*** Data excerpts ***

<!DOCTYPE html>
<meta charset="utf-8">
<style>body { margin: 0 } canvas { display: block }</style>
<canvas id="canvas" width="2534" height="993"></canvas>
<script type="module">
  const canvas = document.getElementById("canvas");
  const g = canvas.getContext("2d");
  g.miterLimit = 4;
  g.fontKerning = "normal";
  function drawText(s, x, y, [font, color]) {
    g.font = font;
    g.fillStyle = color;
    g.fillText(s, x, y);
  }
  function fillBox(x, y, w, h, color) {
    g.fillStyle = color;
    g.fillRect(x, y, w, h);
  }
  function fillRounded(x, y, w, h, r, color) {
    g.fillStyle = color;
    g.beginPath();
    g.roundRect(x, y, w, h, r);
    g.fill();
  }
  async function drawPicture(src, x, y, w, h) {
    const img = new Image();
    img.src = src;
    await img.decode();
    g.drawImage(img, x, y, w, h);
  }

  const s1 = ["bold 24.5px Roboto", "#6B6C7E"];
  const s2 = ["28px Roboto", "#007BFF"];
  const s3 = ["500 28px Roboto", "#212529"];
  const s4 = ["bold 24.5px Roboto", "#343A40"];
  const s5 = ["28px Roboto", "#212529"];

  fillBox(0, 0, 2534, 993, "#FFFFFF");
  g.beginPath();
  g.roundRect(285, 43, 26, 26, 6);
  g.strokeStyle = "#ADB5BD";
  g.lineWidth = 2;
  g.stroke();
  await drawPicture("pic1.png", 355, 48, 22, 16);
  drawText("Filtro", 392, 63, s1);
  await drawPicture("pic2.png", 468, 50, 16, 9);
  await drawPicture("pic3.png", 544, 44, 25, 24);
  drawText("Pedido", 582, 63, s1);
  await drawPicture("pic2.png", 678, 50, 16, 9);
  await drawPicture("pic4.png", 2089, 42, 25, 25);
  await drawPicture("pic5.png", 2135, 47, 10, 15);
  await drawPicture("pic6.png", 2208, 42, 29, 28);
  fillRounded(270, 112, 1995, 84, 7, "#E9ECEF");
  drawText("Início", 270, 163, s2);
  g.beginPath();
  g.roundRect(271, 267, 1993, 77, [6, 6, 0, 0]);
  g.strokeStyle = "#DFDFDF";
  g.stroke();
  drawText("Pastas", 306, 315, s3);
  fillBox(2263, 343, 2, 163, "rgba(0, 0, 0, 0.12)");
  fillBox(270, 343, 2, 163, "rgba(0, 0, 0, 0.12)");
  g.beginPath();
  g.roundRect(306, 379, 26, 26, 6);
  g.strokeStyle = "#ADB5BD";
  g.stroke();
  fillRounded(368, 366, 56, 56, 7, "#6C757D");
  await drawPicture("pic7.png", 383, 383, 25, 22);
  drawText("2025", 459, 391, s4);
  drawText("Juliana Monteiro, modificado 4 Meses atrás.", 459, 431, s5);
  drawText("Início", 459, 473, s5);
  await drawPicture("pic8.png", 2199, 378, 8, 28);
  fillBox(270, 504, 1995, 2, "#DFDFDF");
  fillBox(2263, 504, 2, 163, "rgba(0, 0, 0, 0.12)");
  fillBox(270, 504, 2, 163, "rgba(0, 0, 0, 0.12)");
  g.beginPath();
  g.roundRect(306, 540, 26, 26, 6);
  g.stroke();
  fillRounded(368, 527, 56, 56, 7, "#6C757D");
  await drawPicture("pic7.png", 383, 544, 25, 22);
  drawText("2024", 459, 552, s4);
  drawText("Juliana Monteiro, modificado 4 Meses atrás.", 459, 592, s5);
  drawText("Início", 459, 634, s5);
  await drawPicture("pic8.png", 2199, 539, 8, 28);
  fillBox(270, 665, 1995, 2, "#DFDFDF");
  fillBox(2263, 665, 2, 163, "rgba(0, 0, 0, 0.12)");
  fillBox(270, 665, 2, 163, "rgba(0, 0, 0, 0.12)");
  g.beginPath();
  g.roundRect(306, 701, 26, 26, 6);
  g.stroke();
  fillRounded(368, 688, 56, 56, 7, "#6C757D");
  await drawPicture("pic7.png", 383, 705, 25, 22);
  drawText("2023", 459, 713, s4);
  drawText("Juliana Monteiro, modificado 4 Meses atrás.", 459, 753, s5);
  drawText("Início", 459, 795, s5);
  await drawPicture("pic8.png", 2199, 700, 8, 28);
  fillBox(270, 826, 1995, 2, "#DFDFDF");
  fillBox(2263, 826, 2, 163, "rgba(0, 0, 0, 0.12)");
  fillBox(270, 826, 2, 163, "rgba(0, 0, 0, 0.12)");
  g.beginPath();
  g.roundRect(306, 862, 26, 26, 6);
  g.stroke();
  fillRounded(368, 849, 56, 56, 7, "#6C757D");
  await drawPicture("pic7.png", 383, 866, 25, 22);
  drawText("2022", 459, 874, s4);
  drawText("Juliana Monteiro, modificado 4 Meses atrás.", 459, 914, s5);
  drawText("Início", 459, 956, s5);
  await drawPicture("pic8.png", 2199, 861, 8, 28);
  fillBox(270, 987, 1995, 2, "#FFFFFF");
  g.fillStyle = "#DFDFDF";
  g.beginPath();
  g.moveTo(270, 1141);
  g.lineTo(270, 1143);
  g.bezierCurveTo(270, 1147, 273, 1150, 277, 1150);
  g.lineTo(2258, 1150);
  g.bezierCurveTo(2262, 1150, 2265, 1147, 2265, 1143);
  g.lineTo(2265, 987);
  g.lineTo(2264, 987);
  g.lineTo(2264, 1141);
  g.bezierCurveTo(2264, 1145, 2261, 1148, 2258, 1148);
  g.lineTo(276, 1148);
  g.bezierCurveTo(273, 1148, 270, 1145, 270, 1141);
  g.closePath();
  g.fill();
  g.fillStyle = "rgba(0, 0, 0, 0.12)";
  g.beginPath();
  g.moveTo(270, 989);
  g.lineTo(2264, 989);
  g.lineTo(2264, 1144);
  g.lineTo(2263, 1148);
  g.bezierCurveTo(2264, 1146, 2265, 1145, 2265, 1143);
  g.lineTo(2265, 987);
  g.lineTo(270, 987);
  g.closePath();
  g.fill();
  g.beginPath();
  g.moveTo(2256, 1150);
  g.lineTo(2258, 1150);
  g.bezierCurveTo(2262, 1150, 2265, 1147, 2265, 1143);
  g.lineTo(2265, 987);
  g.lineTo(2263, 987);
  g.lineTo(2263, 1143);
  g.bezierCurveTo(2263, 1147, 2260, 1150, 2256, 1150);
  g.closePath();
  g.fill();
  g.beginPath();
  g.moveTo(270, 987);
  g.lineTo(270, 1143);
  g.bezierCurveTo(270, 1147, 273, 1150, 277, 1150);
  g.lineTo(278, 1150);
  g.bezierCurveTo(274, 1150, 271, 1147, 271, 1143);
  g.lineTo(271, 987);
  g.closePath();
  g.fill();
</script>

*** End of Data excerpts ***

__Directions__.
Report how many lines of the records above contain the word "canvas", and give only that number.

__Response box__.
4